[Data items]
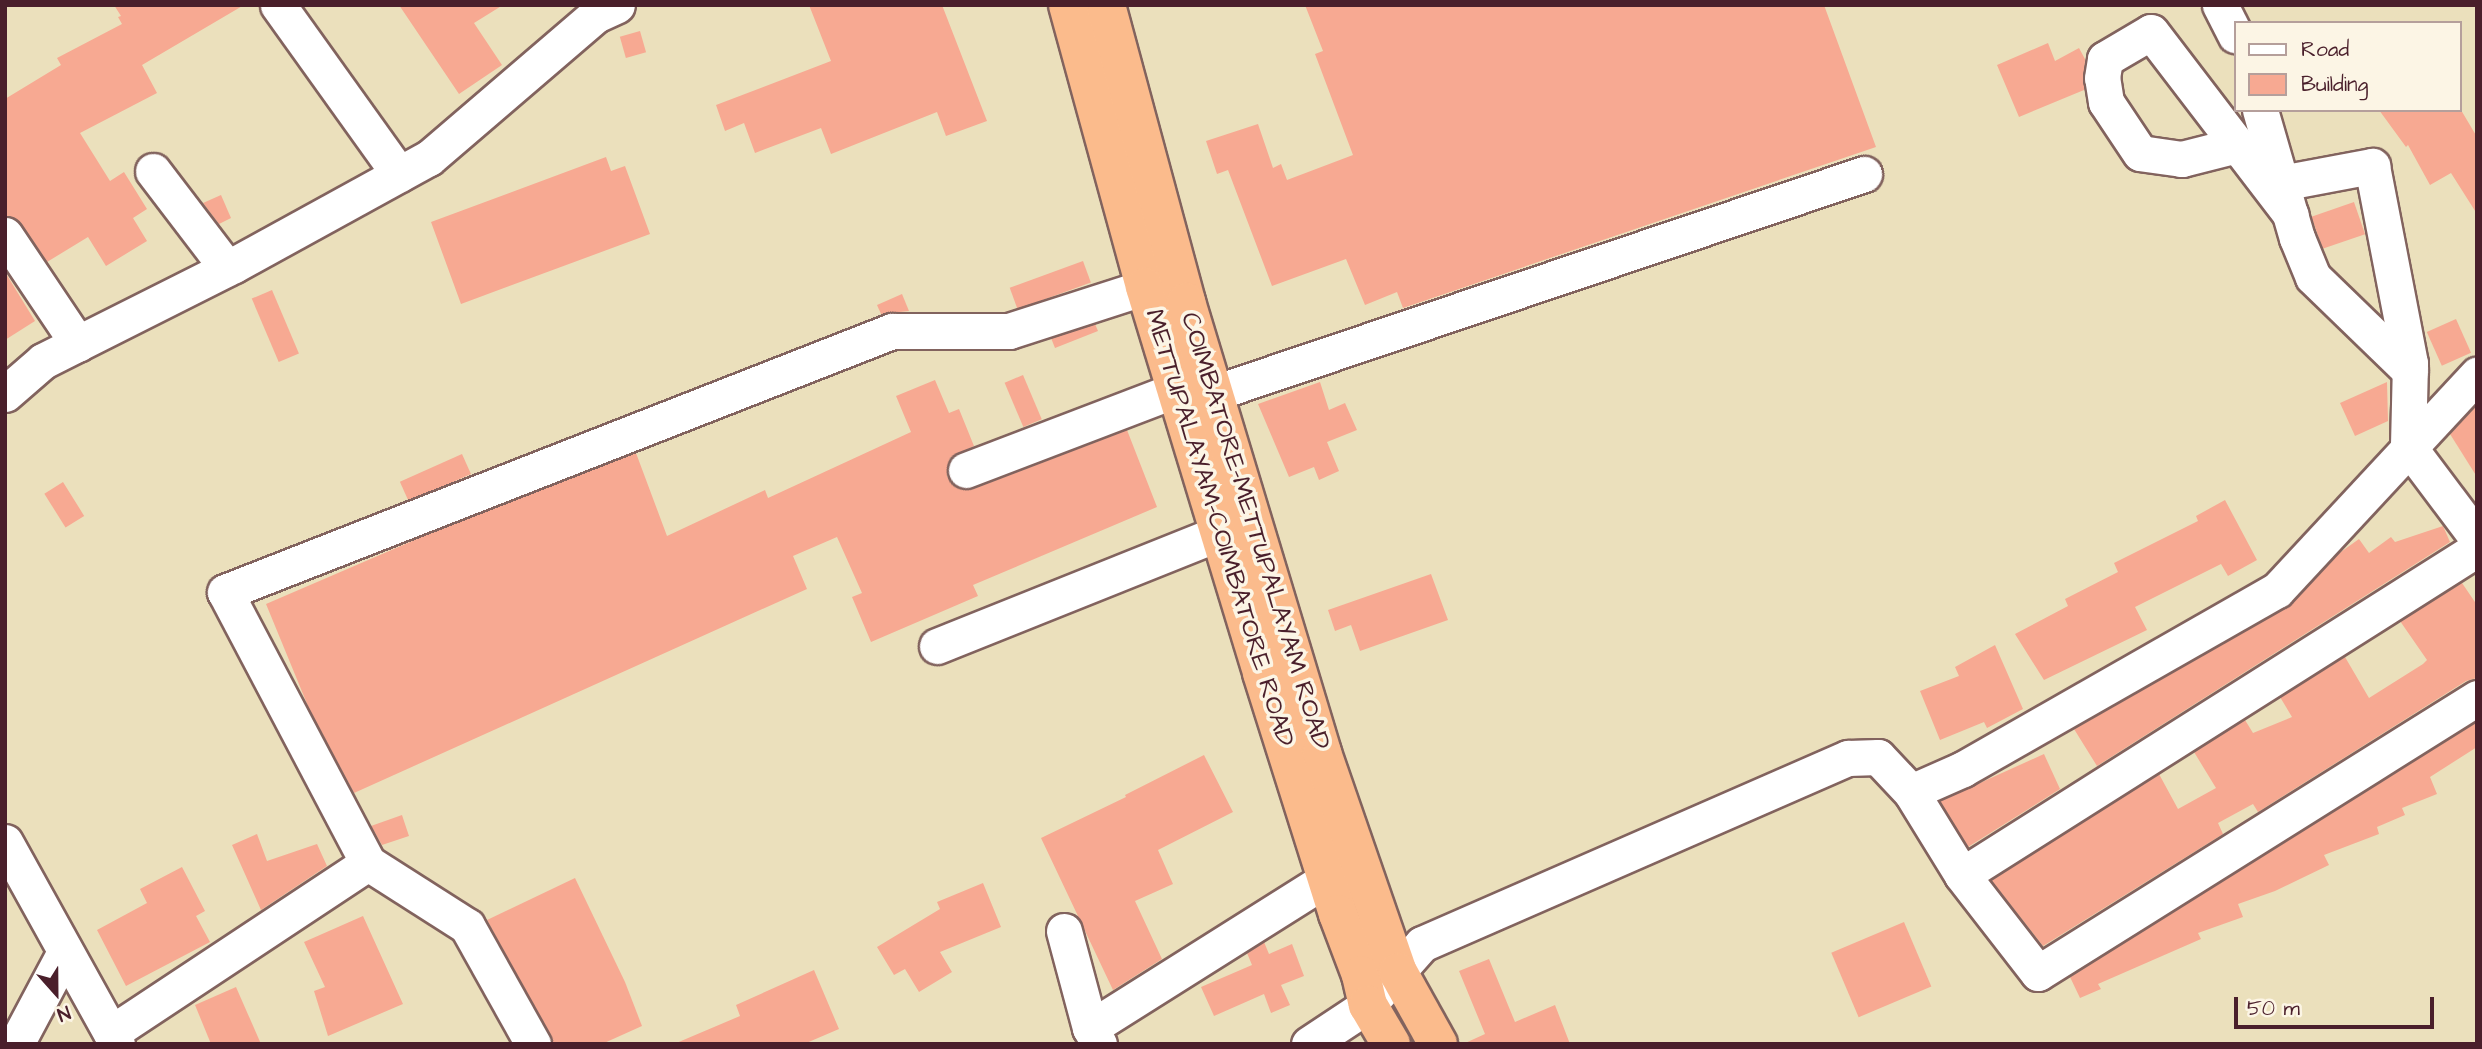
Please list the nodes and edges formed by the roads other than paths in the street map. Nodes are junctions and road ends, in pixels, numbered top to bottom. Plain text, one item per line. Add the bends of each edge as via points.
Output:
1 (278, 5) edge
2 (1068, 5) edge
3 (1106, 5) edge
4 (2220, 5) edge
5 (601, 8) edge
6 (2234, 34) edge
7 (2261, 112) edge
8 (2237, 145) dead end
9 (153, 171) dead end
10 (399, 174) junction
11 (1864, 174) dead end
12 (2281, 183) junction
13 (2291, 215) junction
14 (5, 234) edge
15 (227, 268) junction
16 (1145, 287) junction
17 (78, 344) junction
18 (2410, 371) junction
19 (2477, 375) edge
20 (1195, 392) junction
21 (5, 394) edge
22 (2408, 446) junction
23 (966, 470) dead end
24 (1219, 533) junction
25 (2477, 538) edge
26 (2477, 549) edge
27 (937, 646) dead end
28 (2477, 698) edge
29 (1911, 792) junction
30 (5, 842) edge
31 (368, 863) junction
32 (1962, 875) junction
33 (1327, 880) junction
34 (1064, 931) dead end
35 (65, 952) junction
36 (1398, 972) junction
37 (1368, 1005) junction
38 (1094, 1036) edge
39 (114, 1038) edge
40 (16, 1044) edge
41 (533, 1044) edge
42 (1309, 1044) edge
43 (1391, 1044) edge
44 (1438, 1044) edge

1 - 10 street
2 - 16 highway, METTUPALAYAM-COIMBATORE ROAD
3 - 20 highway, COIMBATORE-METTUPALAYAM ROAD
4 - 6 street
5 - 10 street via 429,158
7 - 12 street
8 - 13 street
9 - 15 street
10 - 15 street
11 - 20 street
12 - 13 street
12 - 18 street via 2372,166
13 - 18 street via 2313,277
14 - 17 street
15 - 17 street
16 - 20 highway, METTUPALAYAM-COIMBATORE ROAD
16 - 31 street via 1009,331 892,331 225,592
17 - 21 street via 43,361
18 - 22 street
19 - 22 street
20 - 23 street
20 - 24 highway, METTUPALAYAM-COIMBATORE ROAD
20 - 36 highway, COIMBATORE-METTUPALAYAM ROAD
22 - 25 street
22 - 29 street via 2277,590 1964,769
24 - 27 street
24 - 33 highway, METTUPALAYAM-COIMBATORE ROAD
26 - 32 street
28 - 32 street via 2038,973
29 - 32 street
29 - 36 street via 1878,757 1848,758 1422,944
30 - 35 street
31 - 39 street
31 - 41 street via 467,926
33 - 37 highway, METTUPALAYAM-COIMBATORE ROAD
33 - 38 street
34 - 38 street
35 - 39 street
35 - 40 street
36 - 37 street
36 - 44 highway, COIMBATORE-METTUPALAYAM ROAD
37 - 42 street
37 - 43 highway, METTUPALAYAM-COIMBATORE ROAD

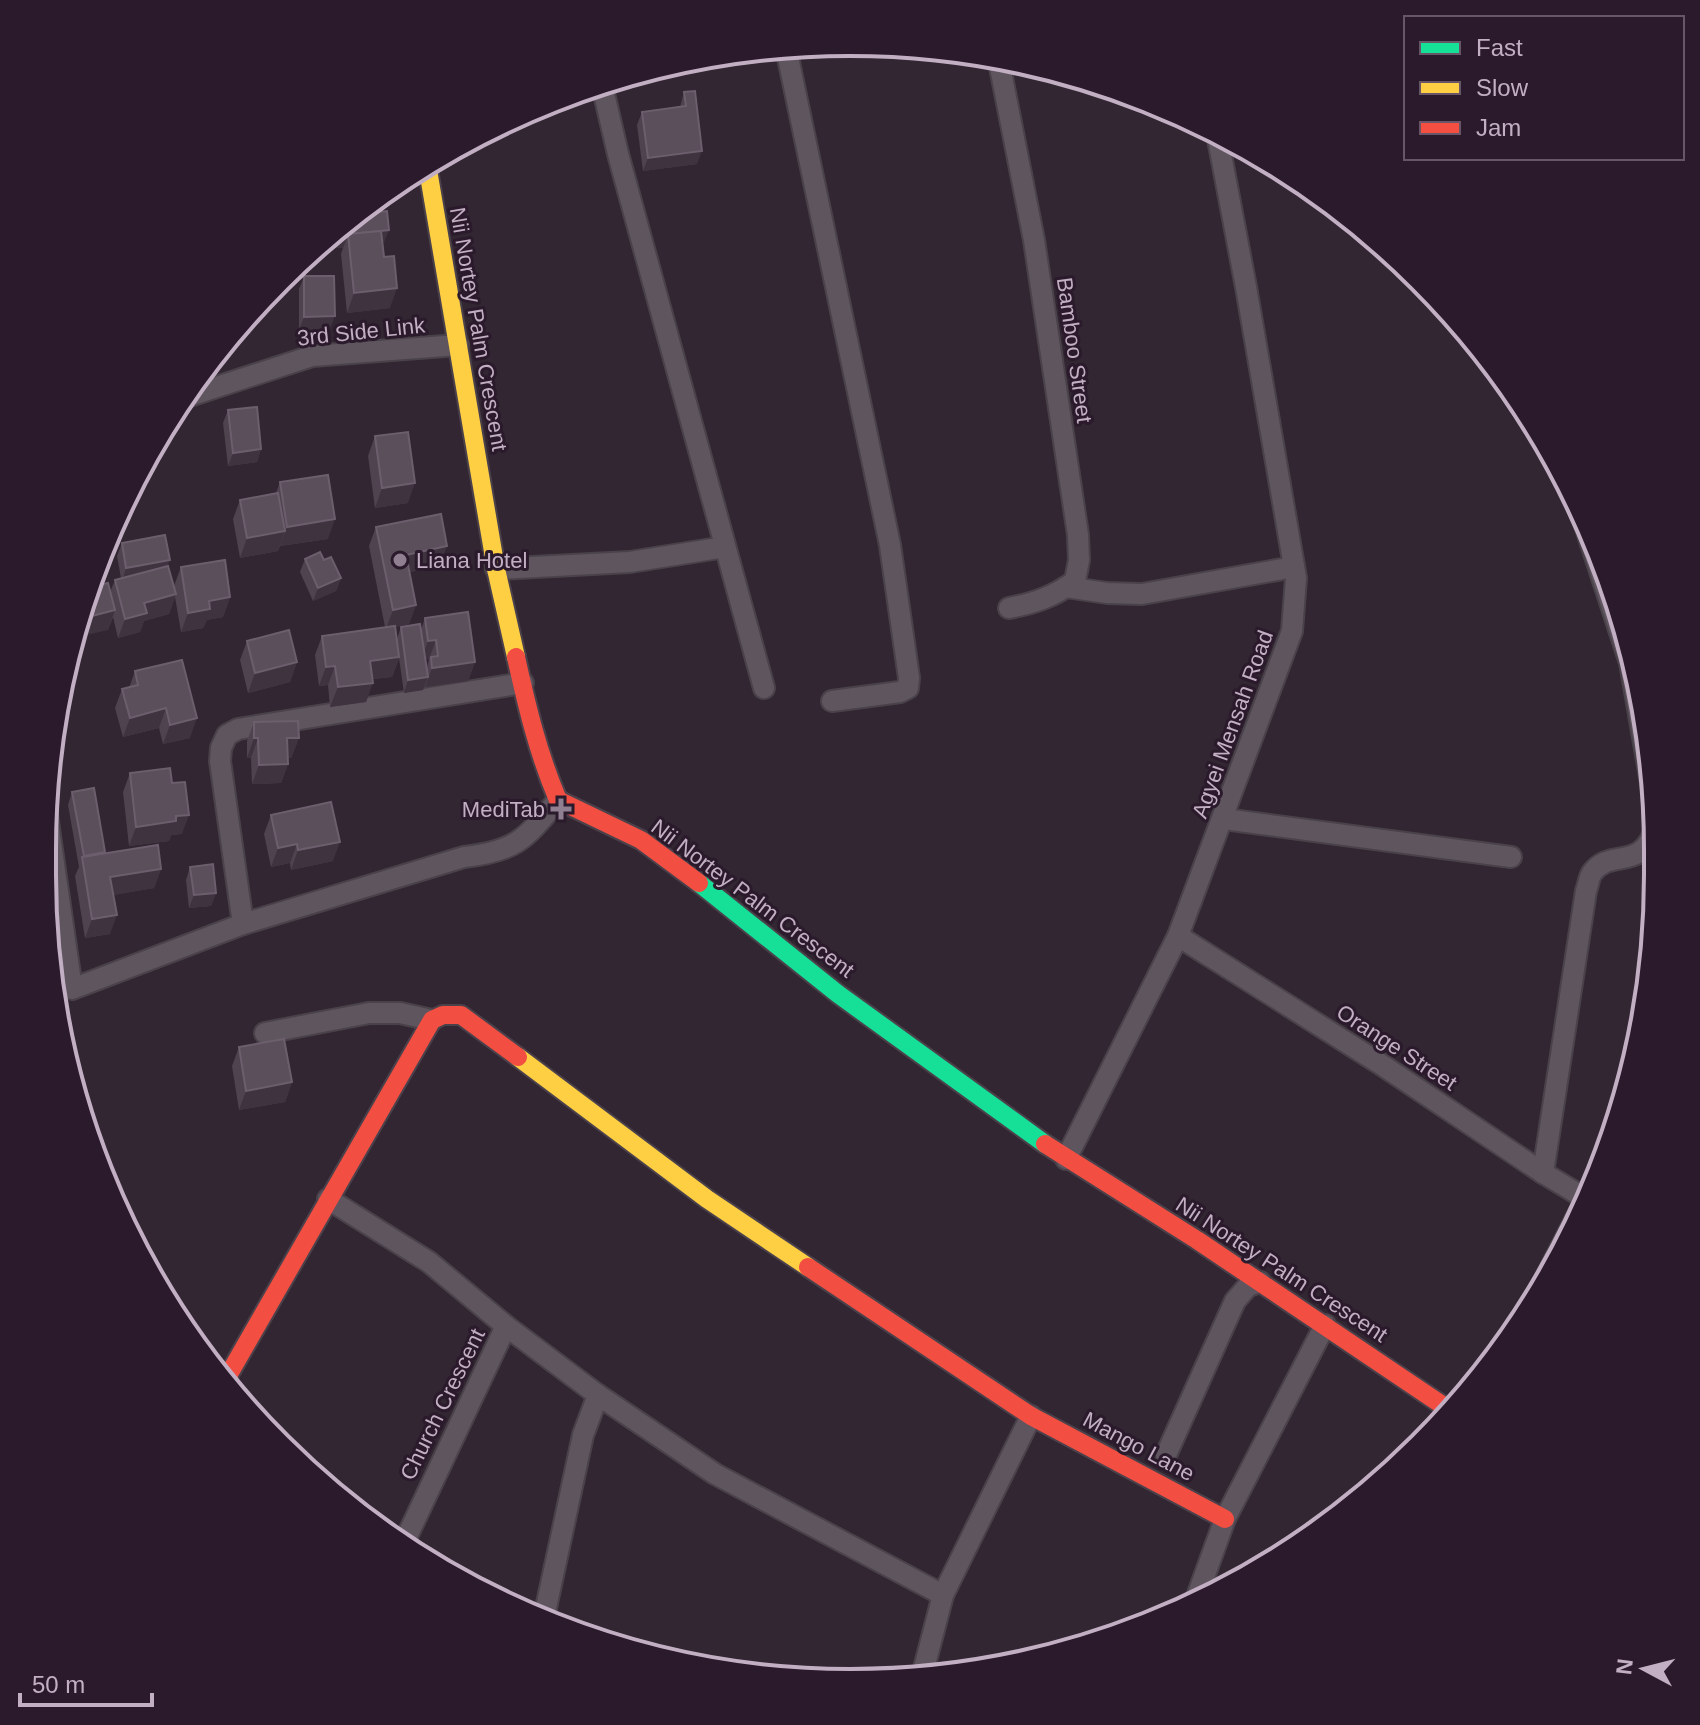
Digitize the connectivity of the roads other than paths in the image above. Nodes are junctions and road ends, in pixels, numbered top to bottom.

Goal of the exercise:
Retype the records above line for line and exactly, omitting their pictures.

Solution for this problem:
Please list the nodes and edges formed by the roads other than paths in the street map. Nodes are junctions and road ends, in pixels, numbered top to bottom. Plain text, one item per line. Add the bends of each edge as via points.
Output:
1 (278, 5) edge
2 (1068, 5) edge
3 (1106, 5) edge
4 (2220, 5) edge
5 (601, 8) edge
6 (2234, 34) edge
7 (2261, 112) edge
8 (2237, 145) dead end
9 (153, 171) dead end
10 (399, 174) junction
11 (1864, 174) dead end
12 (2281, 183) junction
13 (2291, 215) junction
14 (5, 234) edge
15 (227, 268) junction
16 (1145, 287) junction
17 (78, 344) junction
18 (2410, 371) junction
19 (2477, 375) edge
20 (1195, 392) junction
21 (5, 394) edge
22 (2408, 446) junction
23 (966, 470) dead end
24 (1219, 533) junction
25 (2477, 538) edge
26 (2477, 549) edge
27 (937, 646) dead end
28 (2477, 698) edge
29 (1911, 792) junction
30 (5, 842) edge
31 (368, 863) junction
32 (1962, 875) junction
33 (1327, 880) junction
34 (1064, 931) dead end
35 (65, 952) junction
36 (1398, 972) junction
37 (1368, 1005) junction
38 (1094, 1036) edge
39 (114, 1038) edge
40 (16, 1044) edge
41 (533, 1044) edge
42 (1309, 1044) edge
43 (1391, 1044) edge
44 (1438, 1044) edge

1 - 10 street
2 - 16 highway, METTUPALAYAM-COIMBATORE ROAD
3 - 20 highway, COIMBATORE-METTUPALAYAM ROAD
4 - 6 street
5 - 10 street via 429,158
7 - 12 street
8 - 13 street
9 - 15 street
10 - 15 street
11 - 20 street
12 - 13 street
12 - 18 street via 2372,166
13 - 18 street via 2313,277
14 - 17 street
15 - 17 street
16 - 20 highway, METTUPALAYAM-COIMBATORE ROAD
16 - 31 street via 1009,331 892,331 225,592
17 - 21 street via 43,361
18 - 22 street
19 - 22 street
20 - 23 street
20 - 24 highway, METTUPALAYAM-COIMBATORE ROAD
20 - 36 highway, COIMBATORE-METTUPALAYAM ROAD
22 - 25 street
22 - 29 street via 2277,590 1964,769
24 - 27 street
24 - 33 highway, METTUPALAYAM-COIMBATORE ROAD
26 - 32 street
28 - 32 street via 2038,973
29 - 32 street
29 - 36 street via 1878,757 1848,758 1422,944
30 - 35 street
31 - 39 street
31 - 41 street via 467,926
33 - 37 highway, METTUPALAYAM-COIMBATORE ROAD
33 - 38 street
34 - 38 street
35 - 39 street
35 - 40 street
36 - 37 street
36 - 44 highway, COIMBATORE-METTUPALAYAM ROAD
37 - 42 street
37 - 43 highway, METTUPALAYAM-COIMBATORE ROAD

Digitize the connectivity of the roads other than paths in the image above. Nodes are junctions and road ends, in pixels, numbered top to bottom.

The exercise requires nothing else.